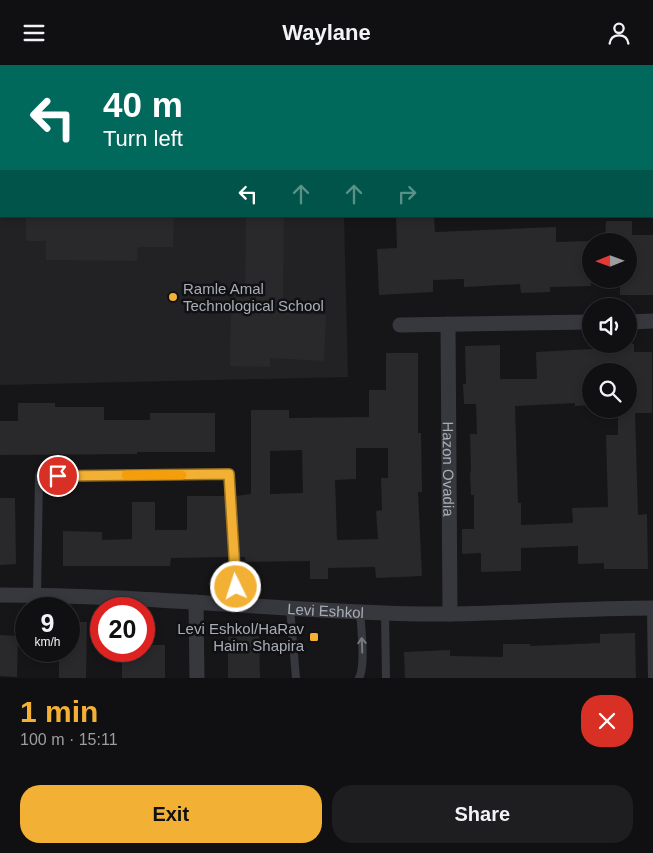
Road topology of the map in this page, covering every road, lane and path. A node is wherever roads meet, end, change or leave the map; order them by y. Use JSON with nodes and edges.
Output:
{"nodes":[{"id":1,"x":653,"y":321,"type":"edge"},
{"id":2,"x":582,"y":322,"type":"edge"},
{"id":3,"x":637,"y":322,"type":"edge"},
{"id":4,"x":448,"y":324,"type":"junction"},
{"id":5,"x":400,"y":325,"type":"dead end"},
{"id":6,"x":0,"y":595,"type":"edge"},
{"id":7,"x":37,"y":595,"type":"junction"},
{"id":8,"x":196,"y":601,"type":"junction"},
{"id":9,"x":238,"y":605,"type":"junction"},
{"id":10,"x":290,"y":608,"type":"junction"},
{"id":11,"x":652,"y":608,"type":"edge"},
{"id":12,"x":360,"y":612,"type":"junction"},
{"id":13,"x":385,"y":613,"type":"junction"},
{"id":14,"x":450,"y":614,"type":"junction"},
{"id":15,"x":197,"y":678,"type":"edge"},
{"id":16,"x":296,"y":678,"type":"edge"},
{"id":17,"x":359,"y":678,"type":"edge"},
{"id":18,"x":386,"y":678,"type":"edge"},
{"id":19,"x":652,"y":678,"type":"edge"}],
"edges":[{"from":1,"to":3,"type":"street"},
{"from":2,"to":4,"type":"street"},
{"from":4,"to":5,"type":"street"},
{"from":4,"to":14,"type":"street","name":"Hazon Ovadia"},
{"from":6,"to":7,"type":"street","name":"Levi Eshkol"},
{"from":7,"to":8,"type":"street","name":"Levi Eshkol"},
{"from":7,"to":9,"type":"lane"},
{"from":8,"to":9,"type":"street","name":"Levi Eshkol"},
{"from":8,"to":15,"type":"street"},
{"from":9,"to":10,"type":"street","name":"Levi Eshkol"},
{"from":10,"to":12,"type":"street","name":"Levi Eshkol"},
{"from":10,"to":16,"type":"lane"},
{"from":11,"to":14,"type":"street","name":"Levi Eshkol"},
{"from":11,"to":19,"type":"lane"},
{"from":12,"to":13,"type":"street","name":"Levi Eshkol"},
{"from":17,"to":12,"type":"lane","one_way":true},
{"from":13,"to":14,"type":"street","name":"Levi Eshkol"},
{"from":13,"to":18,"type":"lane"}]}
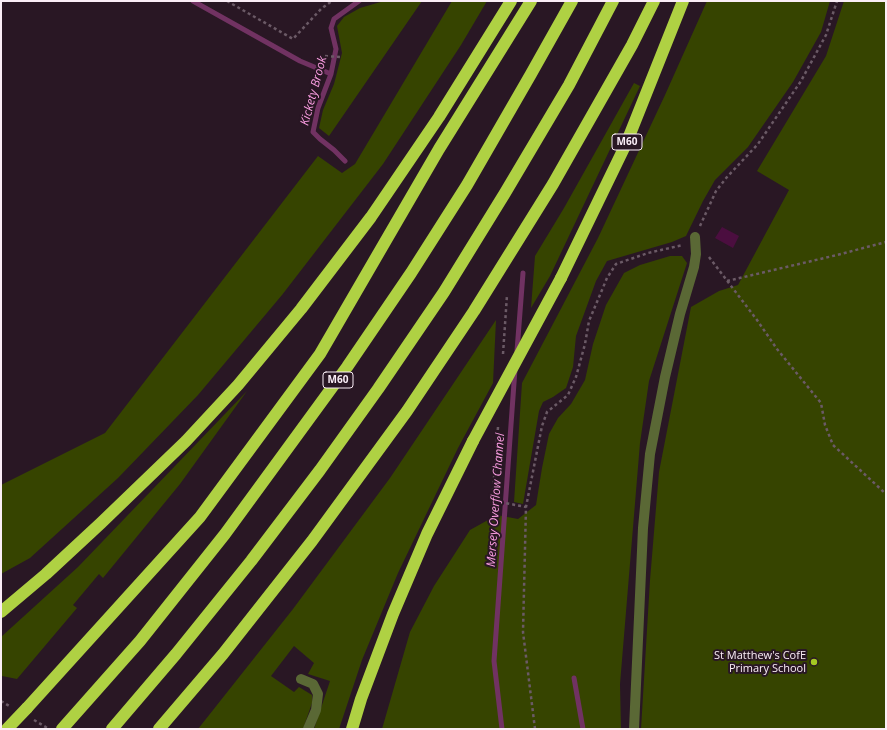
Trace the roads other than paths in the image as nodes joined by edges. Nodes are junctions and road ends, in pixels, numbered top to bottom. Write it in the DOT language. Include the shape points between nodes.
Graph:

=====

• _PROBLEM_: Find the string "road" in the listing and return every line that holds it.

• _SOLUTION FOR THIS EXERCISE_:
Road topology of the map in this page, covering every road, lane and path. A node is wherever roads meet, end, change or leave the map; order them by y. Use JSON with nodes and edges.
Trace the roads other than paths in the image as nodes joined by edges. Nodes are junctions and road ends, in pixels, numbered top to bottom. Write it in the DOT language. Include the shape points between nodes.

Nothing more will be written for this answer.